An exact copy of the entries is needed, with every picture left out.

[Records from a dataset]
....

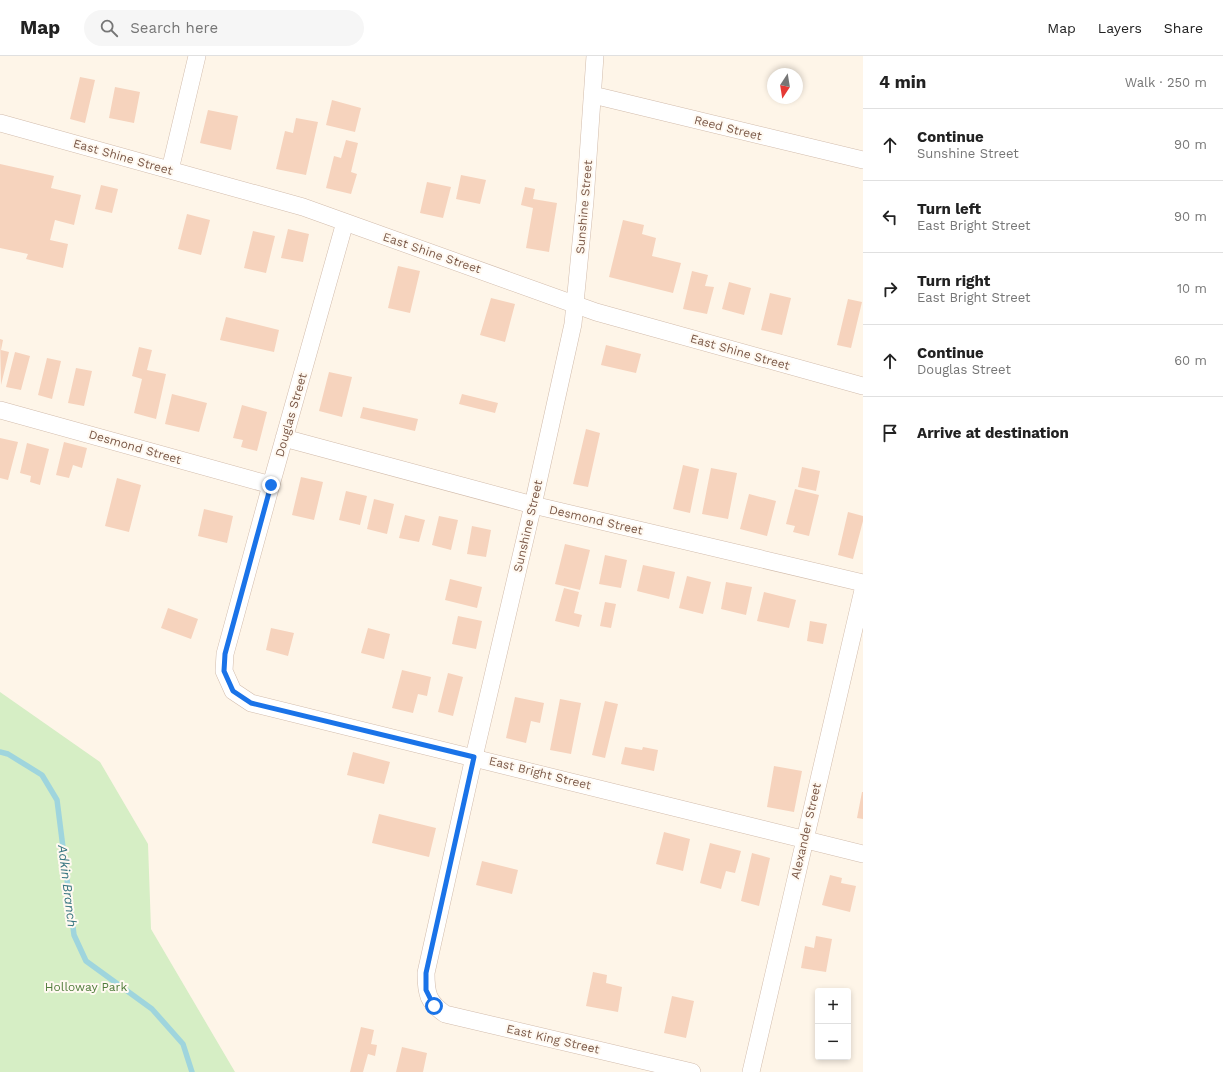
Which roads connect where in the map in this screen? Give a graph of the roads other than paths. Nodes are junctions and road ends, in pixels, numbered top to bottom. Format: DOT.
graph roads {
  1 [pos="197,56"];
  2 [pos="595,56"];
  3 [pos="592,95"];
  4 [pos="0,123"];
  5 [pos="863,160"];
  6 [pos="170,170"];
  7 [pos="345,222"];
  8 [pos="575,303"];
  9 [pos="863,386"];
  10 [pos="0,410"];
  11 [pos="284,438"];
  12 [pos="271,485"];
  13 [pos="533,505"];
  14 [pos="863,583"];
  15 [pos="863,590"];
  16 [pos="225,654"];
  17 [pos="474,757"];
  18 [pos="804,840"];
  19 [pos="863,854"];
  20 [pos="426,990"];
  21 [pos="692,1072"];
  22 [pos="752,1072"];
  1 -- 6 [label="street"];
  2 -- 3 [label="street, Sunshine Street"];
  3 -- 5 [label="street, Reed Street"];
  3 -- 8 [label="street, Sunshine Street"];
  4 -- 6 [label="street, East Shine Street"];
  6 -- 7 [label="street, East Shine Street"];
  7 -- 8 [label="street, East Shine Street"];
  7 -- 11 [label="street, Douglas Street"];
  8 -- 9 [label="street, East Shine Street"];
  8 -- 13 [label="street, Sunshine Street"];
  10 -- 12 [label="street, Desmond Street"];
  11 -- 12 [label="street, Douglas Street"];
  11 -- 13 [label="street, Desmond Street"];
  12 -- 16 [label="street, Douglas Street"];
  13 -- 14 [label="street, Desmond Street"];
  13 -- 17 [label="street, Sunshine Street"];
  15 -- 18 [label="street, Alexander Street"];
  16 -- 17 [label="street, East Bright Street"];
  17 -- 18 [label="street, East Bright Street"];
  17 -- 20 [label="street, Sunshine Street"];
  18 -- 19 [label="street, East Bright Street"];
  18 -- 22 [label="street, Alexander Street"];
  20 -- 21 [label="street, East King Street"];
}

....

Solved problem:
Which roads connect where in the map in this screen? Give a graph of the roads other than paths. Nodes are junctions and road ends, in pixels, numbered top to bottom. Format: DOT.
graph roads {
  1 [pos="197,56"];
  2 [pos="595,56"];
  3 [pos="592,95"];
  4 [pos="0,123"];
  5 [pos="863,160"];
  6 [pos="170,170"];
  7 [pos="345,222"];
  8 [pos="575,303"];
  9 [pos="863,386"];
  10 [pos="0,410"];
  11 [pos="284,438"];
  12 [pos="271,485"];
  13 [pos="533,505"];
  14 [pos="863,583"];
  15 [pos="863,590"];
  16 [pos="225,654"];
  17 [pos="474,757"];
  18 [pos="804,840"];
  19 [pos="863,854"];
  20 [pos="426,990"];
  21 [pos="692,1072"];
  22 [pos="752,1072"];
  1 -- 6 [label="street"];
  2 -- 3 [label="street, Sunshine Street"];
  3 -- 5 [label="street, Reed Street"];
  3 -- 8 [label="street, Sunshine Street"];
  4 -- 6 [label="street, East Shine Street"];
  6 -- 7 [label="street, East Shine Street"];
  7 -- 8 [label="street, East Shine Street"];
  7 -- 11 [label="street, Douglas Street"];
  8 -- 9 [label="street, East Shine Street"];
  8 -- 13 [label="street, Sunshine Street"];
  10 -- 12 [label="street, Desmond Street"];
  11 -- 12 [label="street, Douglas Street"];
  11 -- 13 [label="street, Desmond Street"];
  12 -- 16 [label="street, Douglas Street"];
  13 -- 14 [label="street, Desmond Street"];
  13 -- 17 [label="street, Sunshine Street"];
  15 -- 18 [label="street, Alexander Street"];
  16 -- 17 [label="street, East Bright Street"];
  17 -- 18 [label="street, East Bright Street"];
  17 -- 20 [label="street, Sunshine Street"];
  18 -- 19 [label="street, East Bright Street"];
  18 -- 22 [label="street, Alexander Street"];
  20 -- 21 [label="street, East King Street"];
}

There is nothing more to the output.